Design Mistakes

Mary Sadlier of Providence, R.I., had never painted a room with a cathedral ceiling before and certainly not when she was six months pregnant. Nonetheless, perched on a ladder, she gamely taped the edges of the white ceiling before she and her husband began painting the playroom walls blue. "But when we took the tape down, the white ceiling edges had blue marks all over because of my bad taping job," she says.

We've all been there. We stand with a palm smacking our forehead or murmur, as one renovating friend often does, "I'm gonna need a minute alone." The material we loved in a swatch turns hideous on the sofa. The paint that looked bright yellow in the paint store morphs into hot-dog mustard on our walls. The chandelier that seemed unimposing in the showroom looks like it's landing from another galaxy. Oh well.

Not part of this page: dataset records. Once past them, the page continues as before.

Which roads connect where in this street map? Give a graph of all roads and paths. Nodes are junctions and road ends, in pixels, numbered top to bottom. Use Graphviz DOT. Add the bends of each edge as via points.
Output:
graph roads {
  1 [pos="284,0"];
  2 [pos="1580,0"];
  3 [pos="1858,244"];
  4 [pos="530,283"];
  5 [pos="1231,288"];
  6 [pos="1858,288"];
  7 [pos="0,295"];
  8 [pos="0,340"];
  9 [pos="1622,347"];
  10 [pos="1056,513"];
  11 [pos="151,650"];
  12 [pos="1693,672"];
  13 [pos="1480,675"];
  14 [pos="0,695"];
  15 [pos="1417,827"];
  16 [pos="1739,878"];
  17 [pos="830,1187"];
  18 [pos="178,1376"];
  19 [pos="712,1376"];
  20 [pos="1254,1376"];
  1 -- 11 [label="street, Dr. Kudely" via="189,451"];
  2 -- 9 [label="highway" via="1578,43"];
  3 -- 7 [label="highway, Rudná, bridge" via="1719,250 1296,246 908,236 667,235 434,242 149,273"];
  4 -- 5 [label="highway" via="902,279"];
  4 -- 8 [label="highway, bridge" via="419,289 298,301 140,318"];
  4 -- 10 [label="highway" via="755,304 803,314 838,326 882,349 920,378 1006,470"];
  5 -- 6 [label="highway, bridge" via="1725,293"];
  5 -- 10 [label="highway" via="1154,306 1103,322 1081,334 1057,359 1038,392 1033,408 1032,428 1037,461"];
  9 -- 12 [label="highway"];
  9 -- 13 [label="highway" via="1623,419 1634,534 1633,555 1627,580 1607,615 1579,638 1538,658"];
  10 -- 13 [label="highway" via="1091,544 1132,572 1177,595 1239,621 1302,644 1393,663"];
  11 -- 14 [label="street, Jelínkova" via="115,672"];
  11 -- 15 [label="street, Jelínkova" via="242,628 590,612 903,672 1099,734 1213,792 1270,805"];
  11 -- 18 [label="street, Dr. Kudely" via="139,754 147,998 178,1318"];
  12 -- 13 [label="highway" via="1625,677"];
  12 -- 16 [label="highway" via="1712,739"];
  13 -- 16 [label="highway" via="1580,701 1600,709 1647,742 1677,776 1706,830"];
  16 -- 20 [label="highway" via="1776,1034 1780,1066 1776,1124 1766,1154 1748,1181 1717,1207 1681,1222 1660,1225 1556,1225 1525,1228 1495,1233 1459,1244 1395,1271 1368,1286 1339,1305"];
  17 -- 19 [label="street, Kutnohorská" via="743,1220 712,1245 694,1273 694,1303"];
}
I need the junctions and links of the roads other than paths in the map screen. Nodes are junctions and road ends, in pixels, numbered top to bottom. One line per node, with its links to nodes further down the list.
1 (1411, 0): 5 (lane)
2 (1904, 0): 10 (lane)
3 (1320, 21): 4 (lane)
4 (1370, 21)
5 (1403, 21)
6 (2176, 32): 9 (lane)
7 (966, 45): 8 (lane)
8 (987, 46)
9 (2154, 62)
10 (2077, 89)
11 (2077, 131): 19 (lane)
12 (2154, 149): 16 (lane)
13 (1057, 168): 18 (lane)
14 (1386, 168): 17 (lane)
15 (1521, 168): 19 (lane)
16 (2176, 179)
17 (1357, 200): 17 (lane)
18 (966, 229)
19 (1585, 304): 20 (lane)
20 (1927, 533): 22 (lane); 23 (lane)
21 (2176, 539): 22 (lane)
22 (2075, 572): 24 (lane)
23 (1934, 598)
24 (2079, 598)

But here's the thing: Part of pairing decorating with ongoing sanity and fiscal solvency is learning to mask our mistakes. Sadlier's inventive husband, for instance, saw crashing waves in his wife's blue bloopers. Before long, Sadlier was tracing two-foot templates of waves in a border where ceiling met wall. And, so no one would miss the theme, she added colored fish and turtles. "Now it's the room everyone talks about," she says. "Only our real friends know it was a decorating goof." As important, Sadlier never had to paint that cathedral ceiling.

Our blunders can be the start of something beautiful--or at least the beginnings of enduring wisdom. Read on as experts and homeowners recount the mistakes they've masked, reveal the tips they've learned and share the best ways to shrug weary shoulders and move on.

Right the Wrong Floor

Terry Willitts, author of Simply SenseSational Decorating, chose white linoleum for her first kitchen floor. Then came the dirty feet. She quickly covered the floor with inexpensive sisal area rugs, easy to pick up and rinse off. And if you get a stain on sisal, buy some fabric paint and a stencil and brush on a fun pattern, says Cindy Piccoli, host of HGTV's Decorating with Style. "You can do that on linoleum too. Prime it and use special floor paint," she says. "The benefit is that you feel really clever after fixing a mistake that could have cost a lot of money and heartache."

De-fang the Botched Paint Job

Painting every room teal made one marriage teeter more than the paint ladder. But Rebecca Rahl, owner of Rebecca Rahl Interior Design in Fort Lauderdale, Fla., jumped to the rescue. "Try a faux finish of cream or gold over the teal," Rahl suggested. "Do touches of shimmering color. Or wallpaper." Of course, the best way to avoid this disaster is to test-paint first. "Pick your color plus three others around that range--a cool, a warm, a light, a bright--and paint a yard swatch on each wall," says Scott Dolphin, designer for the Lowell Hotel in New York City. "Never, ever pick color off a chip."